Out in the flagged square I got a fiacre, and started off for a drive.

My first impression of Antwerp, as I drove through it that golden day, was something never, never to be forgotten.

As long as I live I shall see that great city, walled in all round with magnificent fortifications, standing ready for the siege. Along the curbstones armed guards were stationed, bayonets fixed, while dense crowds seethed up and down continually. In the golden sunlight thousands of banners were floating in the wind, enormous banners of a size such as I had never seen before, hanging out of these great, white stately houses along the avenues lined with acacias. There were banners fluttering out of the shops along the Chaussée de Malines, banners floating from the beautiful cathedral, banners, banners, everywhere. Hour after hour I drove, and everywhere there were banners, golden, red and black, floating on the breeze. It seemed to me that that black struck a curiously sombre note—almost a note of warning, and I confess that I did not quite like it, and I even thought to myself that if I were a Belgian, I would raise heaven and earth to have the black taken out of my national flag. Alas, one little dreamed, that golden summer day, of the tragic fate that lay in wait for Antwerp! In those days we all believed her utterly impregnable.

After a long drive, I drove to the Hotel Terminus to get a cup of tea and arrange for my stay.

It gave me a feeling of surprise to walk into a beautiful, palm-lined corridor, and see people sitting about drinking cool drinks and eating ices. There were high-spirited dauntless Belgian officers, in their picturesque uniforms, French and English business men, and a sprinkling of French and English War-Correspondents.

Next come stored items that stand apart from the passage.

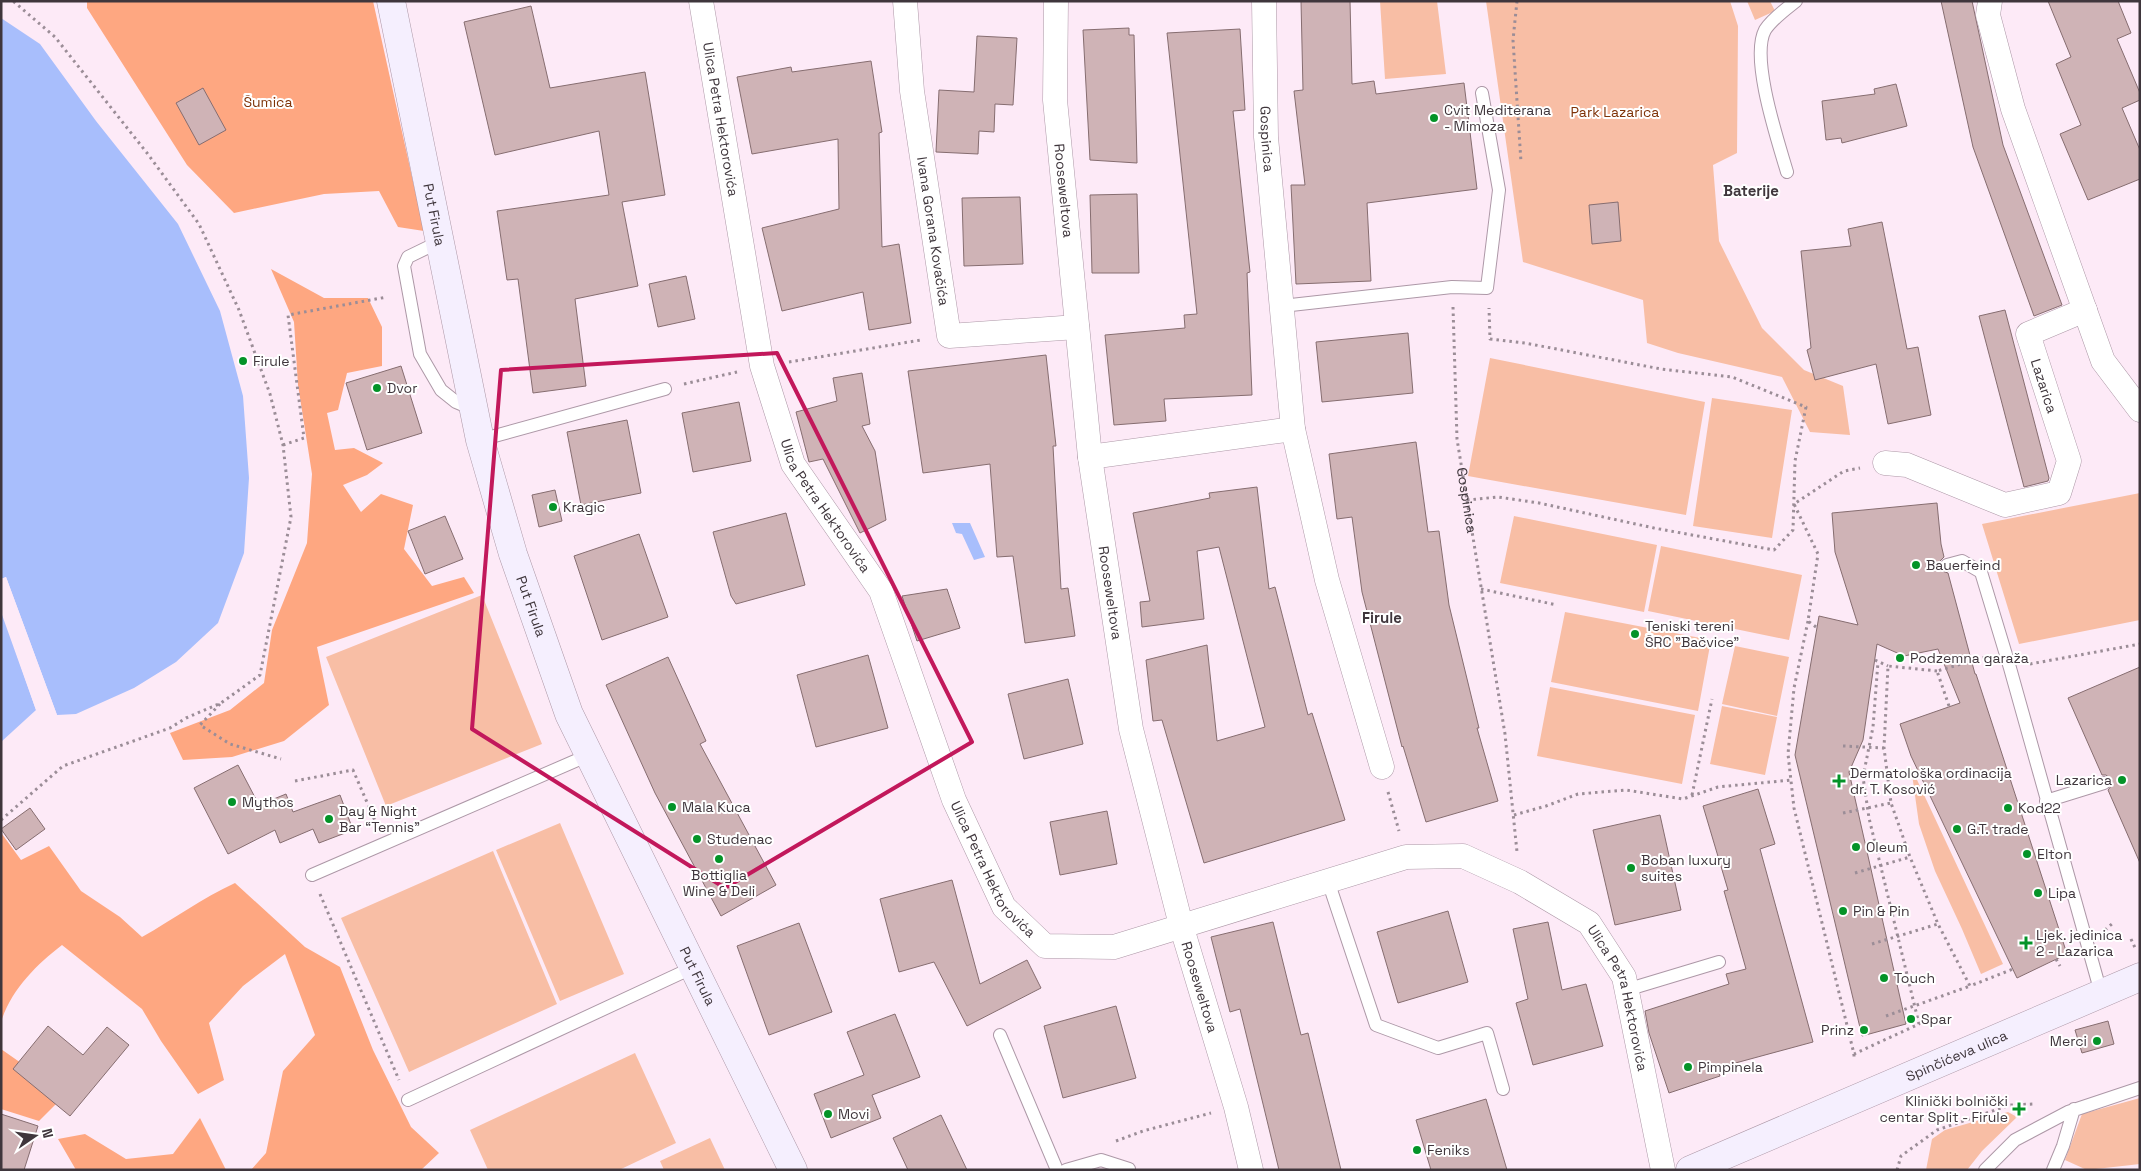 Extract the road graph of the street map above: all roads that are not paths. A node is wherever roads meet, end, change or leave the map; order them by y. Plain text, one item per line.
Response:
1 (391, 1) edge
2 (701, 1) edge
3 (905, 1) edge
4 (1056, 1) edge
5 (1264, 1) edge
6 (1796, 1) edge
7 (1990, 1) edge
8 (1482, 93) dead end
9 (1787, 172) dead end
10 (441, 241) junction
11 (1282, 306) junction
12 (2085, 310) junction
13 (1077, 327) junction
14 (665, 389) dead end
15 (474, 410) junction
16 (2140, 410) edge
17 (1293, 428) junction
18 (480, 440) junction
19 (1090, 457) junction
20 (1885, 463) road end
21 (1947, 565) dead end
22 (589, 755) junction
23 (1382, 767) road end
24 (2104, 783) dead end
25 (2046, 801) junction
26 (312, 875) road end
27 (1328, 881) junction
28 (1181, 925) junction
29 (1719, 962) dead end
30 (694, 967) junction
31 (2140, 977) edge
32 (1626, 990) junction
33 (2101, 993) junction
34 (1000, 1035) dead end
35 (2140, 1088) edge
36 (1503, 1089) dead end
37 (408, 1100) road end
38 (2071, 1110) junction
39 (1129, 1169) edge
40 (793, 1170) edge
41 (1057, 1170) edge
42 (1066, 1170) edge
43 (1251, 1170) edge
44 (1663, 1170) edge
45 (1690, 1170) edge
46 (1985, 1170) edge
47 (2053, 1170) edge

1 - 10 street, Put Firula
2 - 28 street, Ulica Petra Hektorovića
3 - 13 street, Ivana Gorana Kovačića
4 - 13 street, Rooseweltova
5 - 11 street, Gospinica
6 - 9 lane
7 - 12 street
8 - 11 lane
10 - 15 street, Put Firula
10 - 15 lane
11 - 17 street, Gospinica
12 - 16 street
12 - 20 street, Lazarica
13 - 19 street, Rooseweltova
14 - 18 lane
15 - 18 street, Put Firula
17 - 19 street
17 - 23 street, Gospinica
18 - 22 street, Put Firula
19 - 28 street, Rooseweltova
21 - 25 lane
22 - 26 lane
22 - 30 street, Put Firula
24 - 25 lane
25 - 33 lane
27 - 28 street, Ulica Petra Hektorovića
27 - 32 street, Ulica Petra Hektorovića
27 - 36 lane
28 - 43 street, Rooseweltova
29 - 32 lane
30 - 37 lane
30 - 40 street, Put Firula
31 - 33 street, Spinčićeva ulica
32 - 44 street, Ulica Petra Hektorovića
33 - 45 street, Spinčićeva ulica
34 - 41 lane
35 - 38 lane
38 - 46 lane
38 - 47 lane
39 - 42 lane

A tall, charming grey-haired American lady with the Red Cross on her black chiffon sleeve was having tea with her husband, a grey-moustached American Army Doctor. These were Major and Mrs. Livingstone Seaman, a wealthy philanthropic American couple, who were devoting their lives and their substance to helping Red Cross work.

Suddenly a man came towards me.

"You don't remember me," he said. "You are from Australia! I met you fifteen years ago in Sydney."

It was a strange meeting that, of two Australians, who were destined later on to face such terrific odds in that city on the Scheldt.

"My orders are," Mr. Frank Fox told me as we chatted away, "to stick it out. Whatever happens, I've got to see it through for the Morning Post."

"And I'm going to see it through, too," I said.